Records for this task Block Start
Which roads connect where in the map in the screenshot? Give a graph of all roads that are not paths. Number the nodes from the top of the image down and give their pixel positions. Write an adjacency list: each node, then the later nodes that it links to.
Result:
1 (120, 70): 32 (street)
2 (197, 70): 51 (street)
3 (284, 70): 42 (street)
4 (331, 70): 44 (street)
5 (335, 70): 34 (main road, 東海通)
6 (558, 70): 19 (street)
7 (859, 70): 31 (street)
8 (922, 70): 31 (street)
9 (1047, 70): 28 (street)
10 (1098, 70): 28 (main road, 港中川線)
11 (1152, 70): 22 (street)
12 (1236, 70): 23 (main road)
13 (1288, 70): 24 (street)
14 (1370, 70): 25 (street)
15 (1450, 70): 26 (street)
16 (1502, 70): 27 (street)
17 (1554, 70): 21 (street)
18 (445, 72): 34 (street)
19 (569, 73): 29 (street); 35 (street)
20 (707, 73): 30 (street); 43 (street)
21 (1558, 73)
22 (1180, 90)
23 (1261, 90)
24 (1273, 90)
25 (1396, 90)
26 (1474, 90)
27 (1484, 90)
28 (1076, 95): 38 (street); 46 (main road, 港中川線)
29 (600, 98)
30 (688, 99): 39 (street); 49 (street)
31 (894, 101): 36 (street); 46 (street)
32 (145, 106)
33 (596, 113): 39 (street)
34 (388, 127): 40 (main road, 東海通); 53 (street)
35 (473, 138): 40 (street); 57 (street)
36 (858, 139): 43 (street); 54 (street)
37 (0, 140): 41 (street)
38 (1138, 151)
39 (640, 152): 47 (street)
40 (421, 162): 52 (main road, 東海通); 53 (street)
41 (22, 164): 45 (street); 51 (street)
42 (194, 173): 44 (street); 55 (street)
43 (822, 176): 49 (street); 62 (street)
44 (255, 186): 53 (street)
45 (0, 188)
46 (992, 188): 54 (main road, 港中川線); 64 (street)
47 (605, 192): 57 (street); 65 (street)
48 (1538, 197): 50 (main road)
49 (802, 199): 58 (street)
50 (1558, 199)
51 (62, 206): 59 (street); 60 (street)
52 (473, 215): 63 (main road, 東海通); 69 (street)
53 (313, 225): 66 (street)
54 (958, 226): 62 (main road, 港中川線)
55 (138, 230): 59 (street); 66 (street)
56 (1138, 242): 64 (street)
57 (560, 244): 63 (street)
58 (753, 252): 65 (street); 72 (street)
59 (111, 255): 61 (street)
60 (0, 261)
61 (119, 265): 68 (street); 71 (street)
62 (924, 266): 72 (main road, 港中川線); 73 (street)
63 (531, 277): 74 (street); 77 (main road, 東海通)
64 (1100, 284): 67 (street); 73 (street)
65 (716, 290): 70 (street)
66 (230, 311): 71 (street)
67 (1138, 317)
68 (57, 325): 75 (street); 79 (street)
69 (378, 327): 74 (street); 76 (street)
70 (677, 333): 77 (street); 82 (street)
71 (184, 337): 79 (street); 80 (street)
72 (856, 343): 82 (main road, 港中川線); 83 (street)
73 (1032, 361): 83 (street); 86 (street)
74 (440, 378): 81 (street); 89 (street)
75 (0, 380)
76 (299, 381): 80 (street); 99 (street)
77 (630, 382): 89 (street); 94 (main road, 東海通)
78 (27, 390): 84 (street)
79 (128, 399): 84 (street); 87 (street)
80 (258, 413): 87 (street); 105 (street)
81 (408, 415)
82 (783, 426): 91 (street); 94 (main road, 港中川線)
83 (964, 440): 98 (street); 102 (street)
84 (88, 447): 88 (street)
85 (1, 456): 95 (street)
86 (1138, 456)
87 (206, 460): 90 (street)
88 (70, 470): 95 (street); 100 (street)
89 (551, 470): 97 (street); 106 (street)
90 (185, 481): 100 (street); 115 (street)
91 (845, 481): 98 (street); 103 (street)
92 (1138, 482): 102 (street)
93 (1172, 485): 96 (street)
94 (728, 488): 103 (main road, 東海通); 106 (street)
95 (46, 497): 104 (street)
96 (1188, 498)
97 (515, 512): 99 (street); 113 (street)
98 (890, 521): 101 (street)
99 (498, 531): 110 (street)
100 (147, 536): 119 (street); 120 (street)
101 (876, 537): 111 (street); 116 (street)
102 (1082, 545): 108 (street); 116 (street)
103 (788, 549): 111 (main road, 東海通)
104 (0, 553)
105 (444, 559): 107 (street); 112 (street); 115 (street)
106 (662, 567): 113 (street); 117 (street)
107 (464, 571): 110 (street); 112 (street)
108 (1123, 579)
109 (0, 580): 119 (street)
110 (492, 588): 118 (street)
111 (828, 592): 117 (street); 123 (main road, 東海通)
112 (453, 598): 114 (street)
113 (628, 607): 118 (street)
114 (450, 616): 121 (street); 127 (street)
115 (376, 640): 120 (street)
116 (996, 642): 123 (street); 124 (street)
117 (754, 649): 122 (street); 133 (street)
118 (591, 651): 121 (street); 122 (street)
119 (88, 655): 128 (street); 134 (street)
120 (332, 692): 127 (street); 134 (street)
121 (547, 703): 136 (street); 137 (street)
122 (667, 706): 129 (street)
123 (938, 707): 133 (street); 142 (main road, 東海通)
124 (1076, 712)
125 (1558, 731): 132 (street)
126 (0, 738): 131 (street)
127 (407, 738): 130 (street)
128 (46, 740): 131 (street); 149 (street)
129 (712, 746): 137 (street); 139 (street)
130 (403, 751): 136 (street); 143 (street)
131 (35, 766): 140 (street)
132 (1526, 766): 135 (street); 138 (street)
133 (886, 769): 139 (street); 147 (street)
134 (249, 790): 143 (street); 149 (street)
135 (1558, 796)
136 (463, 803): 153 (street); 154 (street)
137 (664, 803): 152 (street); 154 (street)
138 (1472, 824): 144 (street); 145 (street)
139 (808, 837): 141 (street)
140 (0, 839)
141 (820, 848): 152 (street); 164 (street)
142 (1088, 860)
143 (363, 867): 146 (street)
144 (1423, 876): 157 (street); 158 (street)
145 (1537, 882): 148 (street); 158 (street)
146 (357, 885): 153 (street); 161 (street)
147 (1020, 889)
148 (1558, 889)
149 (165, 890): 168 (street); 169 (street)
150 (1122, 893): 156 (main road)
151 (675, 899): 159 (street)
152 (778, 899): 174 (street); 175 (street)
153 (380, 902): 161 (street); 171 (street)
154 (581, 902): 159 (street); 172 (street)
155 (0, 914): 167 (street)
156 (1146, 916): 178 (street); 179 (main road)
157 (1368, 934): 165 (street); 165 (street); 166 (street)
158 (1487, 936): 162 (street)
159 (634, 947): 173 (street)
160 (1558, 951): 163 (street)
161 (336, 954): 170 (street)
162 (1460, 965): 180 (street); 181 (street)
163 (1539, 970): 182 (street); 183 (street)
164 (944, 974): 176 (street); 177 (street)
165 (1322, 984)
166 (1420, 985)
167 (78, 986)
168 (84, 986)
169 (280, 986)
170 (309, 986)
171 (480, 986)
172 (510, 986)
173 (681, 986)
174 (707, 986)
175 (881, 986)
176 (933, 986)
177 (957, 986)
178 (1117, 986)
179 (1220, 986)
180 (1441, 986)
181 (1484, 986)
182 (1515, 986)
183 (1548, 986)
Records for this task Block End
Brief: Select all lines in the listing that include the word "港中川線".

Answer section:
10 (1098, 70): 28 (main road, 港中川線)
28 (1076, 95): 38 (street); 46 (main road, 港中川線)
46 (992, 188): 54 (main road, 港中川線); 64 (street)
54 (958, 226): 62 (main road, 港中川線)
62 (924, 266): 72 (main road, 港中川線); 73 (street)
72 (856, 343): 82 (main road, 港中川線); 83 (street)
82 (783, 426): 91 (street); 94 (main road, 港中川線)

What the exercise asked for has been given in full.